Jonah takes my hand in his, his thumb running back and forth across my skin. “You can go back to the room and rest, you know. We don’t have to talk about any of this right now.”
It’s so mercenary of me, but I do my best to stuff my sadness and regrets into a box. He’s wrong. We do have to talk about this now. People are dying. Decisions must be made. “I’ve slept enough.”
He accepts this with no argument. Good.
“How did you find me?”
It’s obvious he knows what I’m trying to do, but thankfully, he plays along with me. “When Kellan got back from his mission and you weren’t there, he immediately called me so we could start searching for you.”
A glance across the table shows Kellan hell bent on tugging and stretching his bracelet as far as it can go. I ache to reach out and touch him, let him know it’s okay to stop worrying. It kills me that I have to sit here and pretend that he’s nothing more than my fiancé’s brother, that his concern for me and mine for him are nothing more than an offshoot of our relationships with Jonah.
I count to ten. Will my voice to remain steady. “Did you see the bridge?”
Kellan refuses to look at me as I ask this, though. “Not at first. I knew you were nearby and in ... pain, but that fucker hid you guys behind a bunch of plants. It took me too long to figure out how you got over there once I realized where you were.”
I don’t need to be an Emotional like him to feel the guilt pouring off of him, like he failed me somehow. It’s so ridiculous I want to take him by the shoulders and shake him into sensibility. He has nothing to feel guilt over. It’s not like he stood back and allowed his father to be brutally murdered.
I blink back my own remorse and shame threatening to spill over my lash lines. My father died, and we were estranged. He died alone. The thing is, I barely knew him. He was my father and I don’t even know what his favorite movie was, let alone how he really felt about me. What does that say about me as a daughter? “Where’s ...” I have to clear my throat. “Where’s Cameron?”
“He and Will are still at our apartment,” Kellan says. He glances at his brother. “We doubled the Guards watching the place.”
He’s being kind, reassuring me of this. The only reason the protections put in place failed is because I chose to leave the safety they provided. It doesn’t ease my anxiety, though. “Did you catch any of them?”
Jonah’s flash of sudden anger is palpable. “Enlilkian got away, if that’s what you’re asking.”
I shake my head. “No. I meant ...” I wish I could just shake the images straight out of my brain. “The other three. The Elders in Harou, Nivedita, and Earle’s bodies.”

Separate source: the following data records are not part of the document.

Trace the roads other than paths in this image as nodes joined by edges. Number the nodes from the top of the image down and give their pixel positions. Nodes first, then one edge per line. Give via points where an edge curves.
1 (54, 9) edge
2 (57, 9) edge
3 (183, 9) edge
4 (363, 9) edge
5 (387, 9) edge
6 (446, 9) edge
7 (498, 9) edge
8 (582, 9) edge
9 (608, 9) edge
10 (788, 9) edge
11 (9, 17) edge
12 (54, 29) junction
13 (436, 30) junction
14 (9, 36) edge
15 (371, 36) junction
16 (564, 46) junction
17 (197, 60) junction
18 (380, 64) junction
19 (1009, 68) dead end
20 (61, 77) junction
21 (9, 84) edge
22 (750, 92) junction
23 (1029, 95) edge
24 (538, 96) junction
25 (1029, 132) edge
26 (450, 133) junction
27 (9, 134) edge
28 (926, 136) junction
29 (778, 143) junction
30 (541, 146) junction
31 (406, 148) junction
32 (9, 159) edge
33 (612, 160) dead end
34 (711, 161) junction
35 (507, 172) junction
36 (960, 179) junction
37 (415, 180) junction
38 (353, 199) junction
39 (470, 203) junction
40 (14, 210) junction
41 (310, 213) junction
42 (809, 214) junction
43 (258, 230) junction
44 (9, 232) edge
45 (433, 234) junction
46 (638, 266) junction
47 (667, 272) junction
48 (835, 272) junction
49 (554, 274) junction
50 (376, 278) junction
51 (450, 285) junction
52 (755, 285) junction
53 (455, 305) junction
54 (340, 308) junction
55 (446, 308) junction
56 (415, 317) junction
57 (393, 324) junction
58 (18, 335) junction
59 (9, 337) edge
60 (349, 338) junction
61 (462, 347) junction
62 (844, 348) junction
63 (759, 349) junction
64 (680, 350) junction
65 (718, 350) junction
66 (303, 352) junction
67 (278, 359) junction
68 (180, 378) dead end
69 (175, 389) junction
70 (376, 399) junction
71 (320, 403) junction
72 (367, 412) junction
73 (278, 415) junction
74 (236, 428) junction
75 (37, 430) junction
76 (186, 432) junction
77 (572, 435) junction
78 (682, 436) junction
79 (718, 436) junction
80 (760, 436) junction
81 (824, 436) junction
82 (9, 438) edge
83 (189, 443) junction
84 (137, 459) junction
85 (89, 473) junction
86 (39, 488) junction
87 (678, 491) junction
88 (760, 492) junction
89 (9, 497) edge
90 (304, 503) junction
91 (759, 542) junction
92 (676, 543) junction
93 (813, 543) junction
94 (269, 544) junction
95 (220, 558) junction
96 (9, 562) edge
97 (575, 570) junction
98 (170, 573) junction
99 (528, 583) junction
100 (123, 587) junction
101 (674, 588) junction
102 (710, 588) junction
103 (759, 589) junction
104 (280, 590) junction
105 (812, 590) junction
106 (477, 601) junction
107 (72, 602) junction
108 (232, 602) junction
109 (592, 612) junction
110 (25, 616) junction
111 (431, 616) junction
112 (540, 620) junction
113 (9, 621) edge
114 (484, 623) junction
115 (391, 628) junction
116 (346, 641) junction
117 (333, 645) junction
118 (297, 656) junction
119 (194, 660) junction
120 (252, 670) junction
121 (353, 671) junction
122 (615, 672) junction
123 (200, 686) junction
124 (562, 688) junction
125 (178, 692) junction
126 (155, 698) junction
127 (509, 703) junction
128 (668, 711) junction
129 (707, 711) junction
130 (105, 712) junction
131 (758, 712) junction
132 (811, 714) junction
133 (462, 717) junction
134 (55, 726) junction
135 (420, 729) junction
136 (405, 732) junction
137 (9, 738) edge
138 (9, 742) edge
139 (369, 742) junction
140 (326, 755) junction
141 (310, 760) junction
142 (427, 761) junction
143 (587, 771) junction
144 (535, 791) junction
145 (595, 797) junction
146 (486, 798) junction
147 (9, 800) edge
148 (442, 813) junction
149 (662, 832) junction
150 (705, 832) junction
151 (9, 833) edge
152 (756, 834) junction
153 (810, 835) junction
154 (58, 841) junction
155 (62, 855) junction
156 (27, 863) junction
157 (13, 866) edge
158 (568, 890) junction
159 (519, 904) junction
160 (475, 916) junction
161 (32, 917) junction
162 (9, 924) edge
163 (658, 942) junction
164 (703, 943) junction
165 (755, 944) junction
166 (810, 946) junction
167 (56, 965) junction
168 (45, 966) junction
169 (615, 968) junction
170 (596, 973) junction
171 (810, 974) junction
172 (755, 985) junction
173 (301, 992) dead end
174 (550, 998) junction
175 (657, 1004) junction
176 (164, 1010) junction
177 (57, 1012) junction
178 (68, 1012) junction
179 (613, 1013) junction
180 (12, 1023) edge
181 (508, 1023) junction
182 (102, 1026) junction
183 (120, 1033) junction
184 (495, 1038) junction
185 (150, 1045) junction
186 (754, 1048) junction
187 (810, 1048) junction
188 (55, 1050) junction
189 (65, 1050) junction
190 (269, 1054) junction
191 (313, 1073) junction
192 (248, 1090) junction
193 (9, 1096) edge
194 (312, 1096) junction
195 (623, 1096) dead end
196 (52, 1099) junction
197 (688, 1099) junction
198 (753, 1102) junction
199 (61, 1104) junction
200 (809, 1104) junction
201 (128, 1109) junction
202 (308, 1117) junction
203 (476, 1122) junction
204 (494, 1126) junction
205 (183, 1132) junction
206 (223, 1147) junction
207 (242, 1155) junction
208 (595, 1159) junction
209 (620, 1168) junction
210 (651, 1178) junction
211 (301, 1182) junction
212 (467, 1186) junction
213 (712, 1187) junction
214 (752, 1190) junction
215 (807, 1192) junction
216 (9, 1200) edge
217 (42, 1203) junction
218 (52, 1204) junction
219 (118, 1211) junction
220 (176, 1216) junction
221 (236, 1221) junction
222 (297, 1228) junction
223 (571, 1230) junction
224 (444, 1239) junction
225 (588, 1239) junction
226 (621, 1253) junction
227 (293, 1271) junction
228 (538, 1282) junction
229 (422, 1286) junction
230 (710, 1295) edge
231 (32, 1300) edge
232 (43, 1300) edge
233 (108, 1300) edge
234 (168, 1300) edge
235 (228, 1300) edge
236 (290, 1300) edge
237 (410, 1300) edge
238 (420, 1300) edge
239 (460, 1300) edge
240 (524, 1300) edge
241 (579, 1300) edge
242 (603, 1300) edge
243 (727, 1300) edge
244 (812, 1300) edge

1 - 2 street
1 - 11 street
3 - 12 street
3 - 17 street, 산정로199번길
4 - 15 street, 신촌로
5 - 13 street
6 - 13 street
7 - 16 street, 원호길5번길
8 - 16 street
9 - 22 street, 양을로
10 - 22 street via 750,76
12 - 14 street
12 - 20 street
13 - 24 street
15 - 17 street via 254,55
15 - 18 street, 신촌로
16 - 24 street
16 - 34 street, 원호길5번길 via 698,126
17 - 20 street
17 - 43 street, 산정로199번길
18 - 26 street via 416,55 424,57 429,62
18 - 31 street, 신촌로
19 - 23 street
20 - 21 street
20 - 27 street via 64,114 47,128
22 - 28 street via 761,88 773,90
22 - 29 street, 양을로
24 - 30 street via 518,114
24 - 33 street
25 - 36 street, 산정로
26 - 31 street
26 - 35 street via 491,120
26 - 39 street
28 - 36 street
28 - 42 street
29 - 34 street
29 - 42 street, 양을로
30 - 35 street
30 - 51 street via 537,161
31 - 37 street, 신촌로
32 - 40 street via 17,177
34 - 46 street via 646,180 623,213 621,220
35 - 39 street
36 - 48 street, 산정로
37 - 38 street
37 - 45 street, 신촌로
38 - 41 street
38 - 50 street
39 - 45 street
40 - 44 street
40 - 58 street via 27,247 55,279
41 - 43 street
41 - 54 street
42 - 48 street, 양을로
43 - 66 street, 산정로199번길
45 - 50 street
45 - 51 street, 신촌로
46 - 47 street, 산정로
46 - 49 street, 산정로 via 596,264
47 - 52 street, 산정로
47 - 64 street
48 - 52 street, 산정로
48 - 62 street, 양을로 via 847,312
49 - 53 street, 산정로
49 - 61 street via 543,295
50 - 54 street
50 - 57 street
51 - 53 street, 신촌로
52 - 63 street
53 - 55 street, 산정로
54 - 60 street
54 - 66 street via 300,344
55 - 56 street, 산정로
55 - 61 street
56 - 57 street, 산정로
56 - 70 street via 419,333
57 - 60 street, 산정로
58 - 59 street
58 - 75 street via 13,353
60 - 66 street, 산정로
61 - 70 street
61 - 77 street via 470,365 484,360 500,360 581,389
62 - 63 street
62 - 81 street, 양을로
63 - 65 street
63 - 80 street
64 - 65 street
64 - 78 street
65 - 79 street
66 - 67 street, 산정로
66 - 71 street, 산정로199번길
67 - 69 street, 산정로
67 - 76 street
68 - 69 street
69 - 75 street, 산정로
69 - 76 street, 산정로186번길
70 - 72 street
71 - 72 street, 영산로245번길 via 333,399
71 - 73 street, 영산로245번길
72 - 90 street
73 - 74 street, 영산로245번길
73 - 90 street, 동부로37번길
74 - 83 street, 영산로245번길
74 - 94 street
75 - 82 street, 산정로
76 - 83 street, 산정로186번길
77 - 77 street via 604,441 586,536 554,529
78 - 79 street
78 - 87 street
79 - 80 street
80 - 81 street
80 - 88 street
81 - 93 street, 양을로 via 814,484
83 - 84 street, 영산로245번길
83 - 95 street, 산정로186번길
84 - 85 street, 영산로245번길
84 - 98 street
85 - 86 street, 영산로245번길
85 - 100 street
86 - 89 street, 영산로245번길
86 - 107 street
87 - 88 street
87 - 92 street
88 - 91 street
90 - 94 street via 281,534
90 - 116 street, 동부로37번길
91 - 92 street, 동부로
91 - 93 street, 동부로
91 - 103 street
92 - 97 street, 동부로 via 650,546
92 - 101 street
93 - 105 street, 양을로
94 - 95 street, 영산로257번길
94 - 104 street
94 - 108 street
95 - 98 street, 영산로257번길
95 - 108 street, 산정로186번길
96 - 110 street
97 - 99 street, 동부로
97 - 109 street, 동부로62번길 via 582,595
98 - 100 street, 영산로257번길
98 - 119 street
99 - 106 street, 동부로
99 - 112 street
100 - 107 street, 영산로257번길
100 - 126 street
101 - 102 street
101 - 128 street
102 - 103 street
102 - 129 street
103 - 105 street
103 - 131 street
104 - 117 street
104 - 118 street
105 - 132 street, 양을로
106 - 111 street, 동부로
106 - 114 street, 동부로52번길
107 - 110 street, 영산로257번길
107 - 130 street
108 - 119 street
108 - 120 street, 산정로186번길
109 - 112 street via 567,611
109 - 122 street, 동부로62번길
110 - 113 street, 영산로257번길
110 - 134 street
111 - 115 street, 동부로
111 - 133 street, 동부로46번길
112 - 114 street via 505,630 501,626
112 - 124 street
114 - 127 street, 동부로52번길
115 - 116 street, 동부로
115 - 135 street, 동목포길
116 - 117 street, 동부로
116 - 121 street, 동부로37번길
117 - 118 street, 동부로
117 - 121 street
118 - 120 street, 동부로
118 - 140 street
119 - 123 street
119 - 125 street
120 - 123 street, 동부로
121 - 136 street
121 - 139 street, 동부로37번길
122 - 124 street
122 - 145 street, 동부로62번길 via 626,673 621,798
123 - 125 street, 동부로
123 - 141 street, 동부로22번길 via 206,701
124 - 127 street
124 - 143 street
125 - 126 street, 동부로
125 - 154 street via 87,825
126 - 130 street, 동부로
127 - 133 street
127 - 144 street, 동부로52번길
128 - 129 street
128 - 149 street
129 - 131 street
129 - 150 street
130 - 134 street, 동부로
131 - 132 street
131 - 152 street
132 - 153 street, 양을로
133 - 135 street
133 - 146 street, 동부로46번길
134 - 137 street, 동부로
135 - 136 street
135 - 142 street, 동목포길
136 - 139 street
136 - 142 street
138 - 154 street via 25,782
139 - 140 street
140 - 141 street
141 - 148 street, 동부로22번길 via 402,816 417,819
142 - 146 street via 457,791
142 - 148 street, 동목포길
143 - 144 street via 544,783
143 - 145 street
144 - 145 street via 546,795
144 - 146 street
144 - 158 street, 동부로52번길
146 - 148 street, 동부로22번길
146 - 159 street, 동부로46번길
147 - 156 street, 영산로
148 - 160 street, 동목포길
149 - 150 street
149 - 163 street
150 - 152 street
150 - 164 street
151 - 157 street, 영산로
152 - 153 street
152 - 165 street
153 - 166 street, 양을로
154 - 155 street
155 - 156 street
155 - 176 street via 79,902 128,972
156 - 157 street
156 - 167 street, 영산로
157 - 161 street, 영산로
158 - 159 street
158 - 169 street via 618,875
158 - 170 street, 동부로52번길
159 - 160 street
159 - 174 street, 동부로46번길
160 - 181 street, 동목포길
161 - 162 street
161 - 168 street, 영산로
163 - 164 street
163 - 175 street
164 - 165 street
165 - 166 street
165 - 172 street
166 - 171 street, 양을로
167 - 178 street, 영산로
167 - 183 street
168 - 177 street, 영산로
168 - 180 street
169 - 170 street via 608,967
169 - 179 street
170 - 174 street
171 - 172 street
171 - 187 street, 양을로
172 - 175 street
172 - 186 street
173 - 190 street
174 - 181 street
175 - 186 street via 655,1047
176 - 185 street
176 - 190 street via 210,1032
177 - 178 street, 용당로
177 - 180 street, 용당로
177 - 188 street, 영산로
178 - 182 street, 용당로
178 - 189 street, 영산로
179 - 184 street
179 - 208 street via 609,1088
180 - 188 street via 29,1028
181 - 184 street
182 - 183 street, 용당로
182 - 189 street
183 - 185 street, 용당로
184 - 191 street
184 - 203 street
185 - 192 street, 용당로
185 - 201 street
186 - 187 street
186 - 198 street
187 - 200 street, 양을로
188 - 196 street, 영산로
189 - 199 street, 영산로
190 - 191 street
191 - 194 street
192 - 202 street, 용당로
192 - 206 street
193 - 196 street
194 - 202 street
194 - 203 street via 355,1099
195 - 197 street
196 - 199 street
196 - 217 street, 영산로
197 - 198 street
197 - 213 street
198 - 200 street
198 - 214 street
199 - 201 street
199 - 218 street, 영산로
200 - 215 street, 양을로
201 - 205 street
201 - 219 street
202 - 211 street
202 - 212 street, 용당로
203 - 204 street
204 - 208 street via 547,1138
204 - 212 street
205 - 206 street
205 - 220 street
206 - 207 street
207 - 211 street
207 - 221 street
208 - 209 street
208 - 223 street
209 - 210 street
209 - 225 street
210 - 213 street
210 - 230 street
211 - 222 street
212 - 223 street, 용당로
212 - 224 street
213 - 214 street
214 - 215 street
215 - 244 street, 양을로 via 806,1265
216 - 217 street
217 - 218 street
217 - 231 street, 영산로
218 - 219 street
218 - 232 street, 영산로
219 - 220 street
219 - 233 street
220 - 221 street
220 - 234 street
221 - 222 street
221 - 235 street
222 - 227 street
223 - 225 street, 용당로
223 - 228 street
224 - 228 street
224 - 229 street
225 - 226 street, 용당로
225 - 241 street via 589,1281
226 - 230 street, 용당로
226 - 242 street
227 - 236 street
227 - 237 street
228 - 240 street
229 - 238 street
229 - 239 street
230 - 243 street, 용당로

Nobody seems to know what to say at that. Shock and then grief fills the small room as what I’ve said sinks in; Iolani’s sudden bursts of quiet sobs yank at my heartstrings.
Zthane covers his eyes for a long moment. “I suppose that answers what happened to the team. At least we won’t have to wonder anymore. The families will have their answers.”
Kellan knocks his mug off the table, sending it crashing against the wall. I jerk back in surprise; he’s normally so good at not letting his emotions get the better of him. Not as good as Jonah, but still much better than the rest of us.
He quickly glances at Jonah with wide eyes and then shakes his head before slumping back in his chair.
“No,” Jonah tells me, an arm winding around my trembling shoulders. “We didn’t see them, let alone know they were there. Just Enlilkian.”
“I’m going to kill that sonofabitch,” Kellan snarls. “First the team, then you two? He thinks he can just—”
Jonah cuts him off sharply. “I said, not now.”
It’s clear they’re arguing in their heads; eventually, Kellan twists his chair toward the front of the room, yanking on his bracelet.
“What do you mean,” I ask slowly, “you two?”
Like in a movie, Iolani, Karl, Kopano, and Zthane get up and quickly exit the room without another word. I don’t care about them right now, though. I’m more focused on these two and what they’re not telling me.
“Kellan,” Jonah warns once the door seals shut behind them.
Kellan must say something in their heads, because Jonah sighs heavily. He’s pissed, though. That much is for sure.
“You’re not the only one Enlilkian tried to kill, C,” Kellan says flatly. “When Jonah went after it, it tried to take him out, too.”
I thought I was scared on that roof, but that fear is nothing next to what I feel right now. That monster tried to go after Jonah?
And then its words come back in startling clarity. It said, “That one is causing too many problems already ... I’ll deal with it personally today.”
White-blue rage flames to life within my chest. First my father, now Jonah?
Kellan’s chair swivels so he’s no longer facing us. “Apparently, Enlilkian hates my brother and feels we’d all be better off if he were gone.”
My stomach plummets; the rage spikes. “What?”
“He didn’t hurt me,” Jonah quickly assures me. “I’m fine. See? I’m fine.”